The letter to the English sovereign contained a monographic development of Guidubaldo’s humanist culture, of which only a limited mention remains in Cortegiano: Guidubaldo is the “dottissimo nell’una e nell’altra lingua” (well versed in the one and the other language) prince, in Greek and Latin, and he affably and pleasantly dropped in to various moments of conversation, “la cognizione d’infinite cose” (the knowledge of infinite things) (B. Castiglione, Il Cortigiano, edited by A. Quondam, Milan 2002, I, 16). Castiglione is keen to demonstrate, in both cases, the political and civil utility of culture: the books and library were, from his point of view, the new weapons of the prince who privileged the road of diplomacy over that of war.

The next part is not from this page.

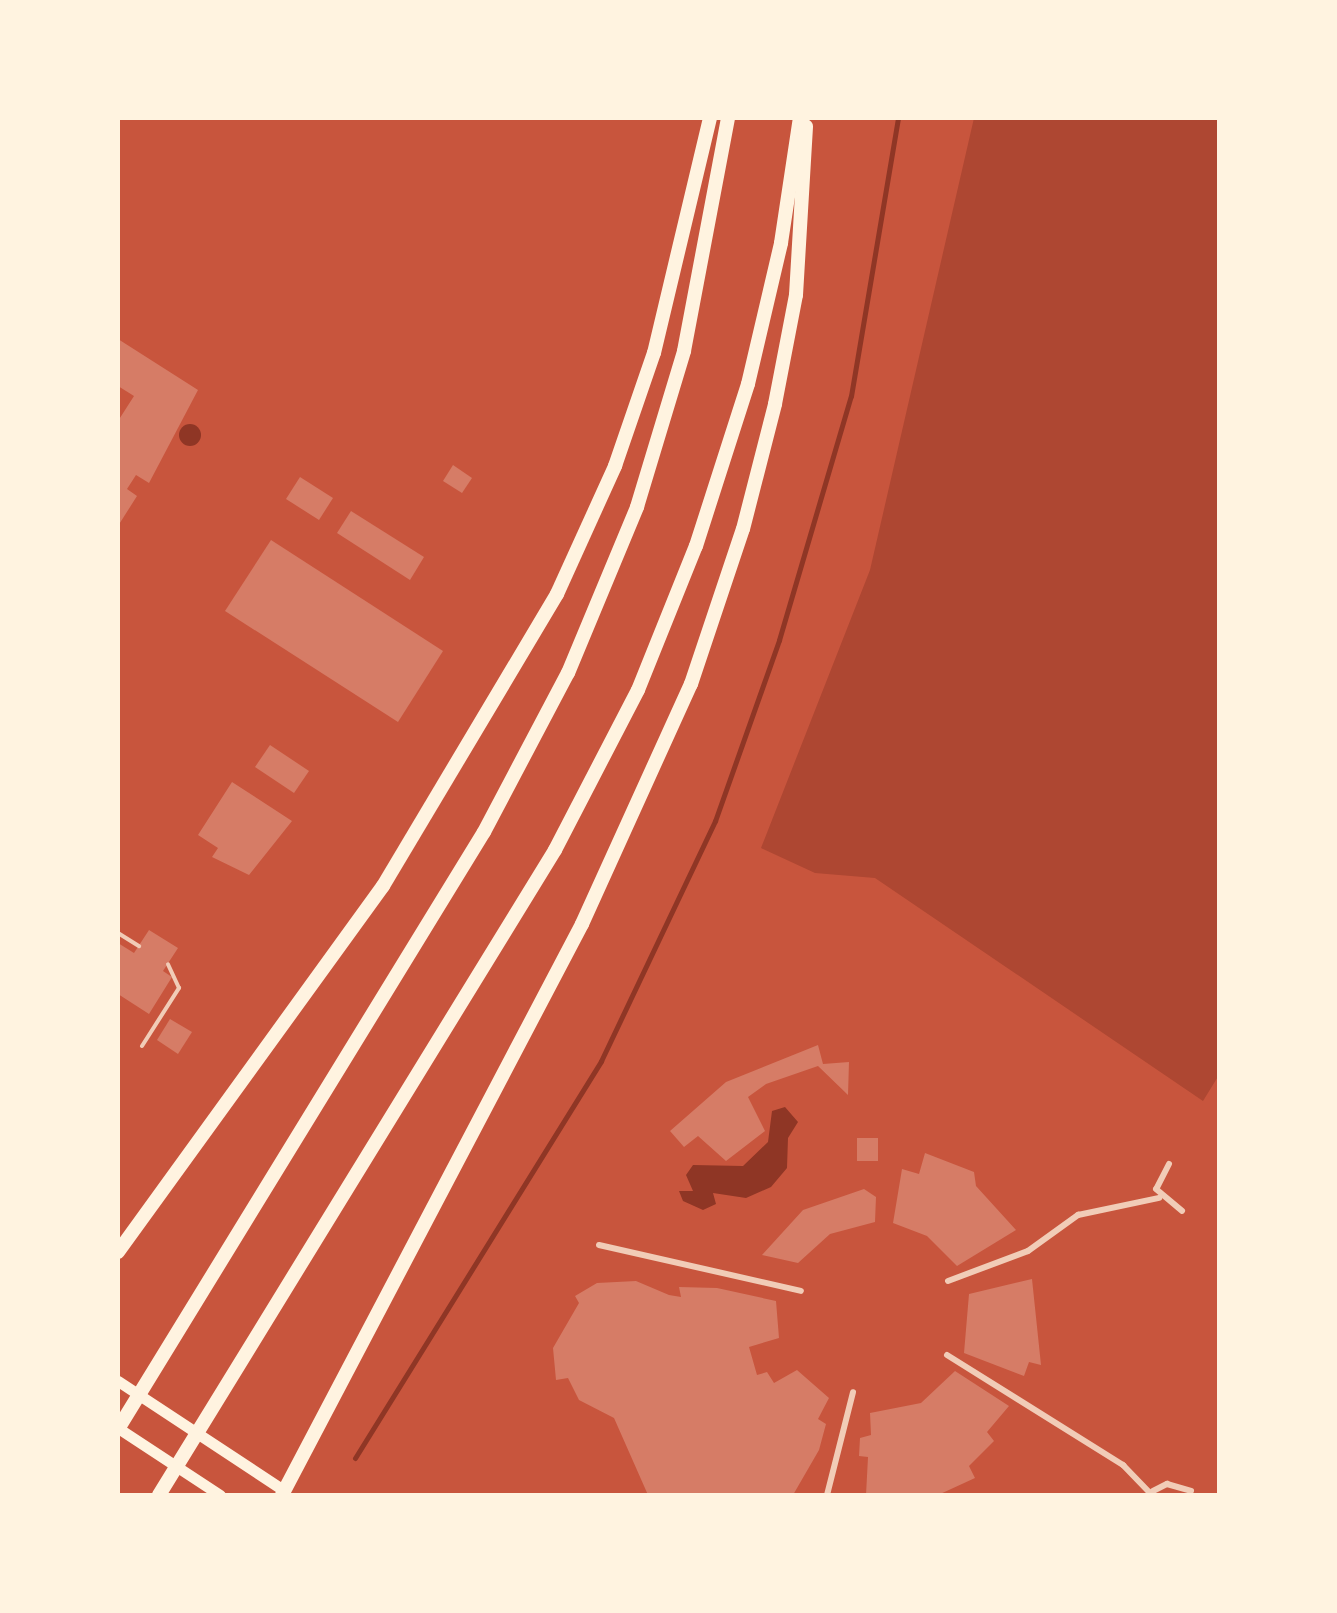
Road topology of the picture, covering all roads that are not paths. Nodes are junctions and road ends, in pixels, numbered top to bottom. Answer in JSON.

Guidubaldo represented for Castiglione the model of the ideal sovereign: inclined, as well as to the exercise of arms, to the assiduous reading of ancient writers. From his own books he gleans the strength of genius and the ideals that along with it must be pursued. Guidubaldo was a humanist prince, and his readings were those prescribed for every gentleman: Virgil and Homer, Cicero, the historians (Livy and Tacitus), Pliny, Plutarch and Lucian, Tolomeus and Strabone, and lastly, above all, Xenofont. To the prince and perfect courtier, therefore, are more suited not so much the tales of poets, that agitate and excite fantasy, but books of science and moral philosophy, useful for anyone called upon to take part in public affairs and the wellbeing of civil society.